Top of Provided data
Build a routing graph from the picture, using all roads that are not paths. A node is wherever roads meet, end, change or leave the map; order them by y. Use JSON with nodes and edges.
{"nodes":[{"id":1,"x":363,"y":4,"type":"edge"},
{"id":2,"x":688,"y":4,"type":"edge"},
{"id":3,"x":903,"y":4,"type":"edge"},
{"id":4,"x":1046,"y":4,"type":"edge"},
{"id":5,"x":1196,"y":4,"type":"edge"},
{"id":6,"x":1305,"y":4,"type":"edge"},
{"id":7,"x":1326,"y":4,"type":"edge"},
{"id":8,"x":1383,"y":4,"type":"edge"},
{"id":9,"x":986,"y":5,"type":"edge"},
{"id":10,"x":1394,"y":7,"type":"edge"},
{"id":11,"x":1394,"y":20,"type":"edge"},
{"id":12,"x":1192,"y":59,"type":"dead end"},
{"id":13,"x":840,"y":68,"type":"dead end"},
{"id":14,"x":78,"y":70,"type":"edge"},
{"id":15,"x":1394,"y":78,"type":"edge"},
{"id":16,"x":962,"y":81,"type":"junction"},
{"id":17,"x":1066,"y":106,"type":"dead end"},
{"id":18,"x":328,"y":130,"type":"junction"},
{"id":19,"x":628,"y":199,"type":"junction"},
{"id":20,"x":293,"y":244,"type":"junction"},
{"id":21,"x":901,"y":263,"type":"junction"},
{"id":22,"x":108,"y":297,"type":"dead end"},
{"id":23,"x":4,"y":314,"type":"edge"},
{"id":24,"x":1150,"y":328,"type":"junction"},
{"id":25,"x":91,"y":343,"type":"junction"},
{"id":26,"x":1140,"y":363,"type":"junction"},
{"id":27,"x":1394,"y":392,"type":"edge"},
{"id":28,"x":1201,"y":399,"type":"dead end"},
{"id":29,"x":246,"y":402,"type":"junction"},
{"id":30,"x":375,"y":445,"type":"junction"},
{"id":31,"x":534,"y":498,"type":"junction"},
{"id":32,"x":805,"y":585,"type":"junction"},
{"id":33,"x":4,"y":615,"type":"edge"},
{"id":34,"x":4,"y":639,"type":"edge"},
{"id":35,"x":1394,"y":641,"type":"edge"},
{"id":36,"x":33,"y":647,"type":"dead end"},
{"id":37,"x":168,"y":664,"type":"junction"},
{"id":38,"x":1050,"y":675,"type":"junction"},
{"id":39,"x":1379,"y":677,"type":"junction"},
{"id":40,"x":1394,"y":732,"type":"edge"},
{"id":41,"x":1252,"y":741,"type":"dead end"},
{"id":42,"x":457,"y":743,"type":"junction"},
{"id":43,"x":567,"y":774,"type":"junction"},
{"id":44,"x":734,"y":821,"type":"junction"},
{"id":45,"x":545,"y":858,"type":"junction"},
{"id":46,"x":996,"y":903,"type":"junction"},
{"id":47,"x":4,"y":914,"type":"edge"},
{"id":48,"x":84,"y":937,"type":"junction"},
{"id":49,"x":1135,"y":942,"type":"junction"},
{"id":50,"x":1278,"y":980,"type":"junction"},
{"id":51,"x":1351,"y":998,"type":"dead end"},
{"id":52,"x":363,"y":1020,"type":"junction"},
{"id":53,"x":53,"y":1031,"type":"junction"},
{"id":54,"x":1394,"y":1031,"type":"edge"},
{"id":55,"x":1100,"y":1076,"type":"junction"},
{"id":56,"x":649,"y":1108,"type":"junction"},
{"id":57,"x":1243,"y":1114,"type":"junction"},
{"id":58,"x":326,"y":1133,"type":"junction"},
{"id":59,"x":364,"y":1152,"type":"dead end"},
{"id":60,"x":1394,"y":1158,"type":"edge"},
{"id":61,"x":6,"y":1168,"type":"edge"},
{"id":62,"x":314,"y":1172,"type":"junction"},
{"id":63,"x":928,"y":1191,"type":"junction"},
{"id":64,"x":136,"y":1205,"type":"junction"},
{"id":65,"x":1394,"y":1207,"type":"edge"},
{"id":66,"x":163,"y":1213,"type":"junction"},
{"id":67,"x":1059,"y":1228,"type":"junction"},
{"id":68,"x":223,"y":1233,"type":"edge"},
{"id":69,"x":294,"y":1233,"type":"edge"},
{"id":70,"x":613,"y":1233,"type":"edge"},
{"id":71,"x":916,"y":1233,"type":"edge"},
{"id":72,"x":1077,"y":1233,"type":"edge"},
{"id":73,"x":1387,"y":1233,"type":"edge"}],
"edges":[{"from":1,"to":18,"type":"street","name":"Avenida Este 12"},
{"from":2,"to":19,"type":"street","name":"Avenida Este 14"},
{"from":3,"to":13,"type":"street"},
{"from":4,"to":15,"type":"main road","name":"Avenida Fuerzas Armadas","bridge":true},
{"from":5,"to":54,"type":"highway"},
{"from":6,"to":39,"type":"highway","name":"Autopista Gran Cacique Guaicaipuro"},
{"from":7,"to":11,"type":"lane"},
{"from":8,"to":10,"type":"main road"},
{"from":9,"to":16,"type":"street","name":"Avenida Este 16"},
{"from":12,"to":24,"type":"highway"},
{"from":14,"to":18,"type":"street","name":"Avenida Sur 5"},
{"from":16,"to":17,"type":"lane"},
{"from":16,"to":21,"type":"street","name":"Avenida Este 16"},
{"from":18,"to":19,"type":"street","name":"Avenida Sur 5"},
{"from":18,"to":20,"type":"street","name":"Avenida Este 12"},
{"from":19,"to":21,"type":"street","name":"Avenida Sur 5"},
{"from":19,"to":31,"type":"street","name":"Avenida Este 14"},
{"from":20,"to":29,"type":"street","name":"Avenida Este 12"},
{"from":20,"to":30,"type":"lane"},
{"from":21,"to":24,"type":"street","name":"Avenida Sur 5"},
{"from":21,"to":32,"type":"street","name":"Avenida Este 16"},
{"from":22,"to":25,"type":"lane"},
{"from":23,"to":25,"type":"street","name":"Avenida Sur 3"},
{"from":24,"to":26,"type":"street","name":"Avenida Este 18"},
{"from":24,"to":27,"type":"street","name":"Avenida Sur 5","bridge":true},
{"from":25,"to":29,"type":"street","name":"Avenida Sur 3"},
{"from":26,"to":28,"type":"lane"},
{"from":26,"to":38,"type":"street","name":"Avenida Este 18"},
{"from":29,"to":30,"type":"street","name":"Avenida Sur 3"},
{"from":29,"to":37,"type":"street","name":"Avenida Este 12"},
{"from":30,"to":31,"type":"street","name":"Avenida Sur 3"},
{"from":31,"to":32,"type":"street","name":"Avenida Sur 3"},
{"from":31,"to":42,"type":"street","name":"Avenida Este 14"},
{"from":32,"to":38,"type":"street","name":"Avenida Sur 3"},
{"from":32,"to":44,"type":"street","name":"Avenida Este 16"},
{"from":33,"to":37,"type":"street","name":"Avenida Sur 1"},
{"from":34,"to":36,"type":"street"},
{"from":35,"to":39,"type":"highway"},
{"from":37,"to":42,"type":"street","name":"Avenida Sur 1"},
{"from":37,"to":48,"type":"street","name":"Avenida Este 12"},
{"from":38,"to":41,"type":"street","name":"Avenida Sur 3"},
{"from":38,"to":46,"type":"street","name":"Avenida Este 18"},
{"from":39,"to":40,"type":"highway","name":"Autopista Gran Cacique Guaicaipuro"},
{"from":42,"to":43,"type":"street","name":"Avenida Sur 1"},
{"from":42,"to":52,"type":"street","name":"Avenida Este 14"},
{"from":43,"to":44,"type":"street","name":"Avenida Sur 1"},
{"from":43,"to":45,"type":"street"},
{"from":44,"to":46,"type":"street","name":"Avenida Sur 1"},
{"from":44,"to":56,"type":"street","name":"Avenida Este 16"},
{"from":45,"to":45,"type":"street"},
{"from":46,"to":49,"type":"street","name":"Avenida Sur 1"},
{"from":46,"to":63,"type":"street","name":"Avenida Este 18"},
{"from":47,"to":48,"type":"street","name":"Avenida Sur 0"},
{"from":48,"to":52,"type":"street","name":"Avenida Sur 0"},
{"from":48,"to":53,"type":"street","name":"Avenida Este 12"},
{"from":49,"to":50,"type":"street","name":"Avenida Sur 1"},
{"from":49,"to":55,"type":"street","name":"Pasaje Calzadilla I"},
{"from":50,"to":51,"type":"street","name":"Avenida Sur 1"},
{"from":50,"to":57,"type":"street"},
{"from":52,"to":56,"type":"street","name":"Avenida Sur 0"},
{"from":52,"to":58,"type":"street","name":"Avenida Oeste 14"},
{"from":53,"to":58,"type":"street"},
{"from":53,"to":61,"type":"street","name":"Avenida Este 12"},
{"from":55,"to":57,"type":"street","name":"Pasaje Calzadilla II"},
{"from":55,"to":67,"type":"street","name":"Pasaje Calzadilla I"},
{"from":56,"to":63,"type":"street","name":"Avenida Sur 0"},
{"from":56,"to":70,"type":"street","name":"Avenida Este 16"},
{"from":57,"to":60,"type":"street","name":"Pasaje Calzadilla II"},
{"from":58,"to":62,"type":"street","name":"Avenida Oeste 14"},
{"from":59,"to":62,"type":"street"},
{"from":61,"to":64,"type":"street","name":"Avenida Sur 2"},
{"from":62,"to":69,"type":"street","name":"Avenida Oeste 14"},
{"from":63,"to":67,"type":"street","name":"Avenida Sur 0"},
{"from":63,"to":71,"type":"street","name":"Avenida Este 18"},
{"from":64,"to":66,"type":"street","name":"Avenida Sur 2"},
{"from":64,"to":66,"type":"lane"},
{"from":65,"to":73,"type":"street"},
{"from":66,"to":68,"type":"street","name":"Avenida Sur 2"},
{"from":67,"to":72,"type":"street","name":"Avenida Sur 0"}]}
Bottom of Provided data
▸ **Work instructions**: Report all lines of the material that contain the word "dead".

▸ **Exercise response**:
{"id":12,"x":1192,"y":59,"type":"dead end"},
{"id":13,"x":840,"y":68,"type":"dead end"},
{"id":17,"x":1066,"y":106,"type":"dead end"},
{"id":22,"x":108,"y":297,"type":"dead end"},
{"id":28,"x":1201,"y":399,"type":"dead end"},
{"id":36,"x":33,"y":647,"type":"dead end"},
{"id":41,"x":1252,"y":741,"type":"dead end"},
{"id":51,"x":1351,"y":998,"type":"dead end"},
{"id":59,"x":364,"y":1152,"type":"dead end"},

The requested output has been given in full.